§ Stored dataset items
--*--
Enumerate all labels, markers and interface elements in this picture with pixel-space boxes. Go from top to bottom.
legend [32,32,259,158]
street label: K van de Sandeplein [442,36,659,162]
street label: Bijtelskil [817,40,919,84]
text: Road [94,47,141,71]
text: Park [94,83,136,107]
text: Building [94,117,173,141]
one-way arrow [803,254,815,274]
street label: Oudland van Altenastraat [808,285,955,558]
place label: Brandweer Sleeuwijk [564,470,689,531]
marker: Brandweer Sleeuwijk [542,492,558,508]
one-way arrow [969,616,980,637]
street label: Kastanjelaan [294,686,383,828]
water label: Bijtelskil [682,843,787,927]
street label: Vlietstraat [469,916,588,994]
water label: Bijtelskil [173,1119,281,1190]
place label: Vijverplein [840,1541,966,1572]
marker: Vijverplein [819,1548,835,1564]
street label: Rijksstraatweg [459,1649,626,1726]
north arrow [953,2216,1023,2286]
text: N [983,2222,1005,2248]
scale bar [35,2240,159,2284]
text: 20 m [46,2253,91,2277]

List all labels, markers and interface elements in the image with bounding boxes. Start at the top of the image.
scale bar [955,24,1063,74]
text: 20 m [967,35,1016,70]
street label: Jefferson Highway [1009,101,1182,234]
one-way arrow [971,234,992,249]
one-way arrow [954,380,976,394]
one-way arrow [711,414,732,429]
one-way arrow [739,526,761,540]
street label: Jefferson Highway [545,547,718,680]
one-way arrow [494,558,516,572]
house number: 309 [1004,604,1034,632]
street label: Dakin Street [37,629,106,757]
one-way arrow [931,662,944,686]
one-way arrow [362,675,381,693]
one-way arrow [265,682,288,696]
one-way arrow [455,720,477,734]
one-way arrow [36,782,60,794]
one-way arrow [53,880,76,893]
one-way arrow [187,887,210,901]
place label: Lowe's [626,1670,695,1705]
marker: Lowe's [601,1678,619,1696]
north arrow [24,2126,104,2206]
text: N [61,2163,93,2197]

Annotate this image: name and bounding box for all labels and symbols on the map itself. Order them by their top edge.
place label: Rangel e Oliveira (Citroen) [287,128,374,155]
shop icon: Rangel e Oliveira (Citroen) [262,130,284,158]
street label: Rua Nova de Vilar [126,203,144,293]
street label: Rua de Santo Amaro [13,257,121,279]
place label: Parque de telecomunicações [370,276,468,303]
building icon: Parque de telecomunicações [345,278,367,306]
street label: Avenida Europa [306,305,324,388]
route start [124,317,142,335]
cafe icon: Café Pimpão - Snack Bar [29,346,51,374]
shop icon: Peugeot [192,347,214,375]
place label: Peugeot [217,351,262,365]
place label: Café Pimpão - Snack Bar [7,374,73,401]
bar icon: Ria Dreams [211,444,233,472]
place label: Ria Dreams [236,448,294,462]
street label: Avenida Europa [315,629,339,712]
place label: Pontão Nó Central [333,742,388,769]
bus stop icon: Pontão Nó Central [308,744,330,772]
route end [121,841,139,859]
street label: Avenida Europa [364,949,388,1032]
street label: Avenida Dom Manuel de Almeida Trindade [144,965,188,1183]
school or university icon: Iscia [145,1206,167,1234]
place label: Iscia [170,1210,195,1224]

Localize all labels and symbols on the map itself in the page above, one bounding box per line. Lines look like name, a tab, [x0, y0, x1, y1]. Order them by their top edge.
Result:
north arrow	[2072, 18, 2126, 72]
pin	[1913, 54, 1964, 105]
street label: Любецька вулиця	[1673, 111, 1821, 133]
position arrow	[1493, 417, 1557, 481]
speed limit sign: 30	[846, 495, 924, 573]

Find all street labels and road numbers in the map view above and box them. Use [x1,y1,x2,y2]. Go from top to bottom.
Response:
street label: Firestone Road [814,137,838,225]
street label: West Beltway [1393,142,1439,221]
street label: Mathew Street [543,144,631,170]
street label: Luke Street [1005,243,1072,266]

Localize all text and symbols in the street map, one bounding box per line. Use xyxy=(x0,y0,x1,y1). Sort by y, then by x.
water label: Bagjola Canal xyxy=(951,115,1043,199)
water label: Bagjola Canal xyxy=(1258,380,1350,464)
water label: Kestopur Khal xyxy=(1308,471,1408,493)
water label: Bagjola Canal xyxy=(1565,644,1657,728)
--*--
§ Exercise aim
Each record above, in full: retype it verbatim.

§ Output
Enumerate all labels, markers and interface elements in this picture with pixel-space boxes. Go from top to bottom.
legend [32,32,259,158]
street label: K van de Sandeplein [442,36,659,162]
street label: Bijtelskil [817,40,919,84]
text: Road [94,47,141,71]
text: Park [94,83,136,107]
text: Building [94,117,173,141]
one-way arrow [803,254,815,274]
street label: Oudland van Altenastraat [808,285,955,558]
place label: Brandweer Sleeuwijk [564,470,689,531]
marker: Brandweer Sleeuwijk [542,492,558,508]
one-way arrow [969,616,980,637]
street label: Kastanjelaan [294,686,383,828]
water label: Bijtelskil [682,843,787,927]
street label: Vlietstraat [469,916,588,994]
water label: Bijtelskil [173,1119,281,1190]
place label: Vijverplein [840,1541,966,1572]
marker: Vijverplein [819,1548,835,1564]
street label: Rijksstraatweg [459,1649,626,1726]
north arrow [953,2216,1023,2286]
text: N [983,2222,1005,2248]
scale bar [35,2240,159,2284]
text: 20 m [46,2253,91,2277]

List all labels, markers and interface elements in the image with bounding boxes. Start at the top of the image.
scale bar [955,24,1063,74]
text: 20 m [967,35,1016,70]
street label: Jefferson Highway [1009,101,1182,234]
one-way arrow [971,234,992,249]
one-way arrow [954,380,976,394]
one-way arrow [711,414,732,429]
one-way arrow [739,526,761,540]
street label: Jefferson Highway [545,547,718,680]
one-way arrow [494,558,516,572]
house number: 309 [1004,604,1034,632]
street label: Dakin Street [37,629,106,757]
one-way arrow [931,662,944,686]
one-way arrow [362,675,381,693]
one-way arrow [265,682,288,696]
one-way arrow [455,720,477,734]
one-way arrow [36,782,60,794]
one-way arrow [53,880,76,893]
one-way arrow [187,887,210,901]
place label: Lowe's [626,1670,695,1705]
marker: Lowe's [601,1678,619,1696]
north arrow [24,2126,104,2206]
text: N [61,2163,93,2197]

Annotate this image: name and bounding box for all labels and symbols on the map itself. Order them by their top edge.
place label: Rangel e Oliveira (Citroen) [287,128,374,155]
shop icon: Rangel e Oliveira (Citroen) [262,130,284,158]
street label: Rua Nova de Vilar [126,203,144,293]
street label: Rua de Santo Amaro [13,257,121,279]
place label: Parque de telecomunicações [370,276,468,303]
building icon: Parque de telecomunicações [345,278,367,306]
street label: Avenida Europa [306,305,324,388]
route start [124,317,142,335]
cafe icon: Café Pimpão - Snack Bar [29,346,51,374]
shop icon: Peugeot [192,347,214,375]
place label: Peugeot [217,351,262,365]
place label: Café Pimpão - Snack Bar [7,374,73,401]
bar icon: Ria Dreams [211,444,233,472]
place label: Ria Dreams [236,448,294,462]
street label: Avenida Europa [315,629,339,712]
place label: Pontão Nó Central [333,742,388,769]
bus stop icon: Pontão Nó Central [308,744,330,772]
route end [121,841,139,859]
street label: Avenida Europa [364,949,388,1032]
street label: Avenida Dom Manuel de Almeida Trindade [144,965,188,1183]
school or university icon: Iscia [145,1206,167,1234]
place label: Iscia [170,1210,195,1224]

Localize all labels and symbols on the map itself in the page above, one bounding box per line. Lines look like name, a tab, [x0, y0, x1, y1]. Order them by their top edge.
Result:
north arrow	[2072, 18, 2126, 72]
pin	[1913, 54, 1964, 105]
street label: Любецька вулиця	[1673, 111, 1821, 133]
position arrow	[1493, 417, 1557, 481]
speed limit sign: 30	[846, 495, 924, 573]

Find all street labels and road numbers in the map view above and box them. Use [x1,y1,x2,y2]. Go from top to bottom.
Response:
street label: Firestone Road [814,137,838,225]
street label: West Beltway [1393,142,1439,221]
street label: Mathew Street [543,144,631,170]
street label: Luke Street [1005,243,1072,266]

Localize all text and symbols in the street map, one bounding box per line. Use xyxy=(x0,y0,x1,y1). Sort by y, then by x.
water label: Bagjola Canal xyxy=(951,115,1043,199)
water label: Bagjola Canal xyxy=(1258,380,1350,464)
water label: Kestopur Khal xyxy=(1308,471,1408,493)
water label: Bagjola Canal xyxy=(1565,644,1657,728)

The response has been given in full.